SWRL - already had its own momentum and little was changed
Likewise the Waratah contract had got over its major dramas before her time

I'll give her the rest though - certainly the impetus behind pushing on with the NWRL. It's one of the odder jobs I've been around in that the major deadline the project was told to drive towards was clearly a political one - TBMs in the ground in 2014. But without that I reckon it would be 6-9 months back from where it is now. I also really appreciate the backbone to go ahead with the SRT plans and plot the course of major rail improvements over the next 10-15 year. Would never have happened under the previous mob, procrastination and prevarication was the order of the day.
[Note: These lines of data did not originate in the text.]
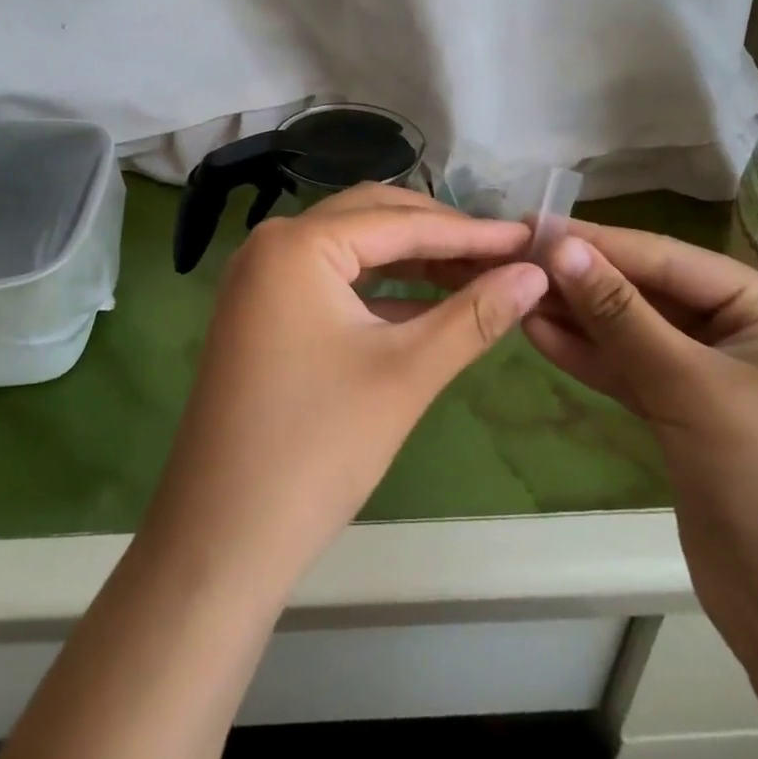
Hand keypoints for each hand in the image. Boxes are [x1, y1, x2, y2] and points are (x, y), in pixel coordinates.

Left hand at [142, 184, 547, 594]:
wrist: (221, 538)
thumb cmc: (317, 448)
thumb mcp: (406, 374)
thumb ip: (474, 316)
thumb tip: (536, 274)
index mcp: (298, 243)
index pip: (399, 222)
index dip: (470, 232)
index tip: (530, 239)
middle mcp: (273, 243)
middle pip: (373, 220)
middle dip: (440, 236)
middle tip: (505, 255)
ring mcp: (263, 277)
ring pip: (353, 249)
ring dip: (413, 261)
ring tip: (478, 275)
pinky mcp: (264, 311)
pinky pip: (332, 281)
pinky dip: (381, 289)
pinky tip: (429, 305)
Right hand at [526, 225, 757, 674]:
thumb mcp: (694, 389)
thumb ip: (622, 315)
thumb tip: (559, 247)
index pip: (670, 259)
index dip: (599, 243)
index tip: (531, 227)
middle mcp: (750, 334)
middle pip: (652, 294)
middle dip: (585, 282)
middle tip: (514, 262)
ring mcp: (719, 380)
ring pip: (638, 335)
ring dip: (581, 320)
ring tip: (517, 296)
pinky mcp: (692, 420)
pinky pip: (636, 375)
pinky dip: (593, 360)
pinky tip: (542, 336)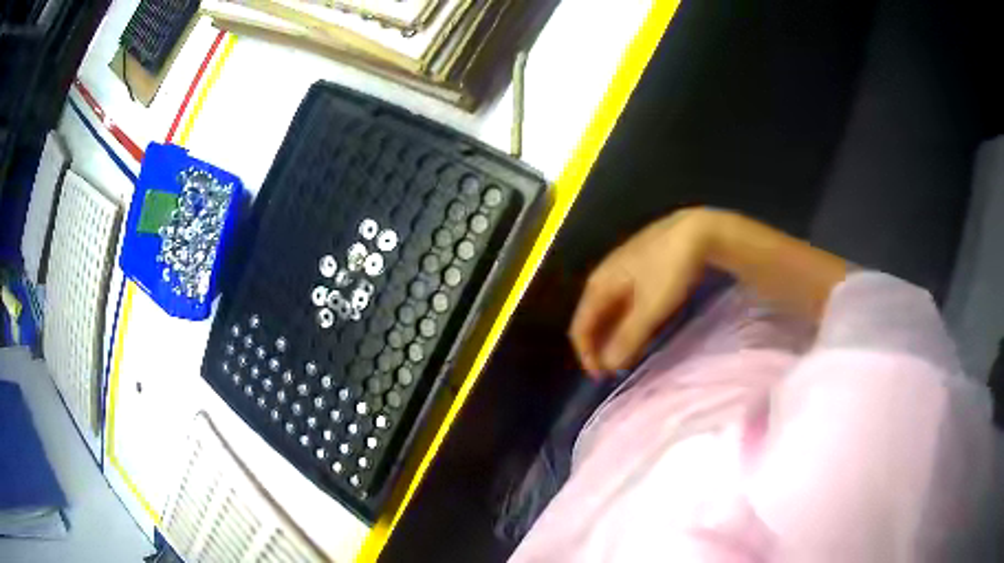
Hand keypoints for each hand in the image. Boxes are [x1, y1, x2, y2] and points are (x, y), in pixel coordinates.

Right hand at [569, 209, 710, 377]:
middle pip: (592, 319)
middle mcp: (604, 277)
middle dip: (600, 347)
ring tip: (628, 354)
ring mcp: (621, 271)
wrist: (696, 231)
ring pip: (609, 311)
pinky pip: (624, 302)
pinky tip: (640, 328)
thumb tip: (609, 366)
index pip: (580, 328)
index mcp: (599, 285)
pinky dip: (626, 321)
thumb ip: (628, 338)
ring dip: (614, 336)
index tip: (602, 377)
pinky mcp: (638, 268)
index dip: (587, 356)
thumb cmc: (669, 269)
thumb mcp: (651, 308)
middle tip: (615, 369)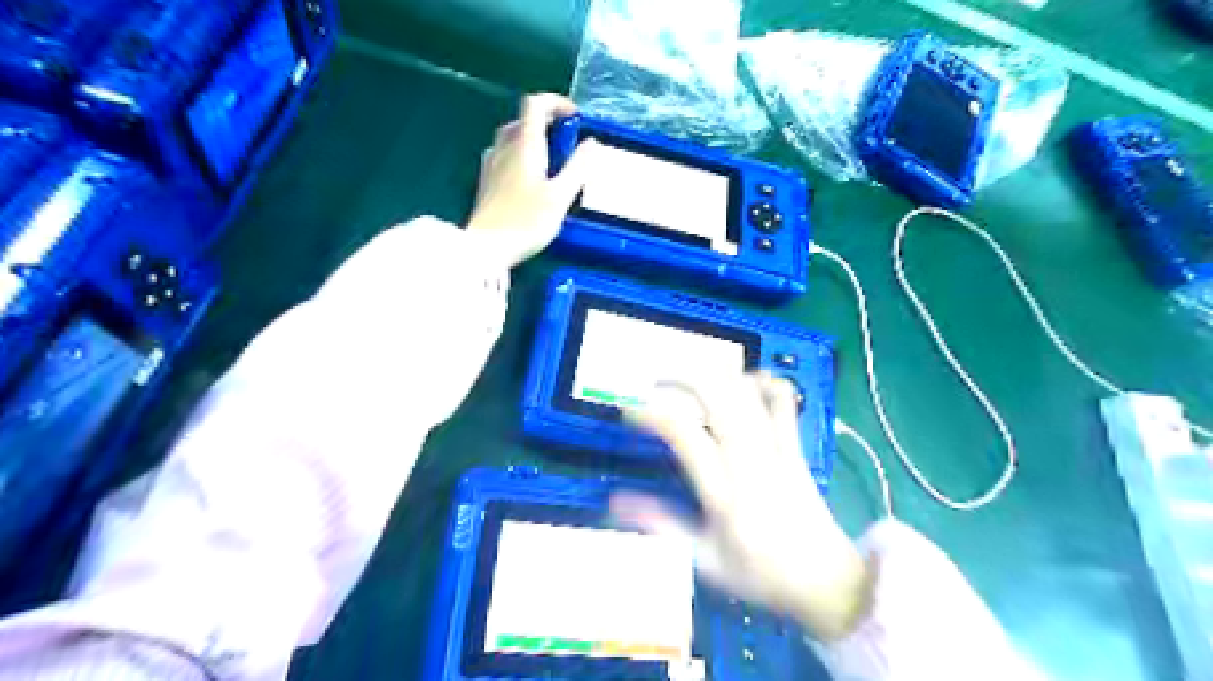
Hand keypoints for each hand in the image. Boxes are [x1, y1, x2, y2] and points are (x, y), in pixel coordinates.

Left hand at [467, 92, 597, 268]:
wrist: (487, 248)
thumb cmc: (527, 222)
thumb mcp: (560, 196)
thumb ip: (577, 168)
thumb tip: (591, 143)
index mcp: (525, 145)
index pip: (535, 104)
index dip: (556, 103)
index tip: (575, 118)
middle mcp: (505, 148)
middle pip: (523, 120)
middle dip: (547, 123)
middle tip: (567, 144)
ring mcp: (492, 164)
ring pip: (512, 138)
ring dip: (533, 141)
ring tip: (552, 163)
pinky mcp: (486, 182)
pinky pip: (505, 156)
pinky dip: (521, 156)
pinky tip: (530, 179)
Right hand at [613, 376, 877, 640]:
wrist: (828, 581)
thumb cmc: (761, 574)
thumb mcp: (704, 560)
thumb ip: (663, 525)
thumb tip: (618, 500)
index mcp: (723, 491)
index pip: (683, 433)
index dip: (652, 413)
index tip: (630, 412)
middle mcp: (750, 460)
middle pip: (719, 396)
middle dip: (683, 376)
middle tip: (657, 380)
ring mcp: (777, 449)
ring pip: (748, 393)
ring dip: (717, 375)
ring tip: (692, 380)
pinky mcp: (795, 447)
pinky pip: (784, 403)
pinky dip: (765, 383)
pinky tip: (747, 381)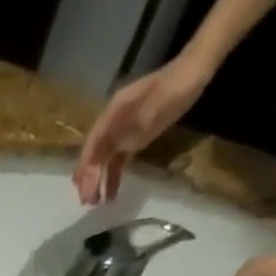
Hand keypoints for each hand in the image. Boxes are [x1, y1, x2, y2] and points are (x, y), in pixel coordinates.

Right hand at [74, 55, 212, 205]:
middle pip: (95, 155)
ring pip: (105, 160)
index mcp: (111, 114)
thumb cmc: (173, 88)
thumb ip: (129, 131)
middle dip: (89, 178)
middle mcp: (111, 124)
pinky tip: (112, 193)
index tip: (82, 187)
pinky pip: (118, 160)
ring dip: (99, 181)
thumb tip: (108, 153)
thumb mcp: (152, 108)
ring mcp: (122, 132)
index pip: (92, 145)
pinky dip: (114, 176)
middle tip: (87, 201)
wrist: (193, 72)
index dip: (85, 166)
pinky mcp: (133, 138)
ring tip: (97, 203)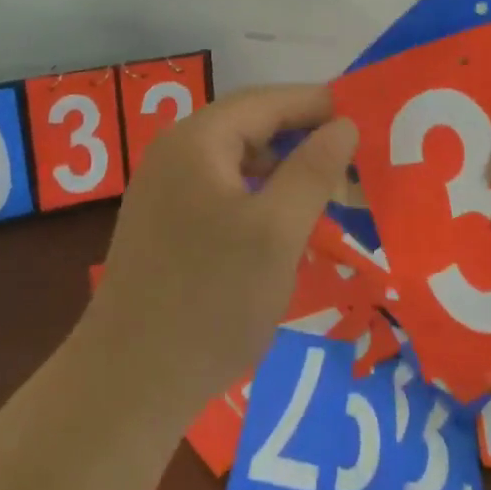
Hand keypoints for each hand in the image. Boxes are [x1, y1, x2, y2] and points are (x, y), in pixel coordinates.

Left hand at [79, 84, 357, 422]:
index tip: (365, 118)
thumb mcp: (277, 233)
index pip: (268, 100)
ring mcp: (164, 187)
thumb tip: (344, 124)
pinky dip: (258, 194)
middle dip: (303, 137)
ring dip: (282, 168)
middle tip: (353, 158)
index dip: (318, 104)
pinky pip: (221, 188)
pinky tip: (282, 223)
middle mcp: (175, 151)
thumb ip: (313, 170)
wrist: (125, 388)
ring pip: (238, 159)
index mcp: (197, 139)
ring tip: (326, 191)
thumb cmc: (210, 301)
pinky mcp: (163, 222)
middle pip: (251, 125)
She has sharpened up the management of Transport Projects and has the Project Directors very much accountable to her rather than let them hide behind a committee of people, none of whom can be blamed - which is good, and I think results are being seen.

I'd also credit lots of the "less seen" work - the work the Transport planners were pushed to do to produce the long-term strategy documents (Sydney's Rail Future, Sydney's Light Rail Future etc) isn't perfect but at least it's fairly coherent and there is a strategy and a purpose now, not to be underestimated. I also wouldn't underestimate the work that has gone into getting Treasury to buy in to the concept of availability PPPs which has enabled the NWRL and CSELR to even get off the ground.

Also mostly unseen, the reorganisation of RailCorp has been very significant even if the man in the street doesn't see it. Again the change has been one of accountability and ownership, and again I think results are being seen. There are some good people in Sydney Trains but they were stifled by the culture.....a culture that is beginning to change.

Opal, I think she pushed them very hard to get it going and the rollout has been quicker than expected (although to be fair the timetable set for it was very slow so not that hard). I'm glad we finally have it but remain frustrated at the failure to deal with the ridiculous Treasury furphy of hypothecation of budgets. Get it sorted and get the multi-modal issue dealt with properly, then all you have to do is allow top-up at stations and we'll have a proper system.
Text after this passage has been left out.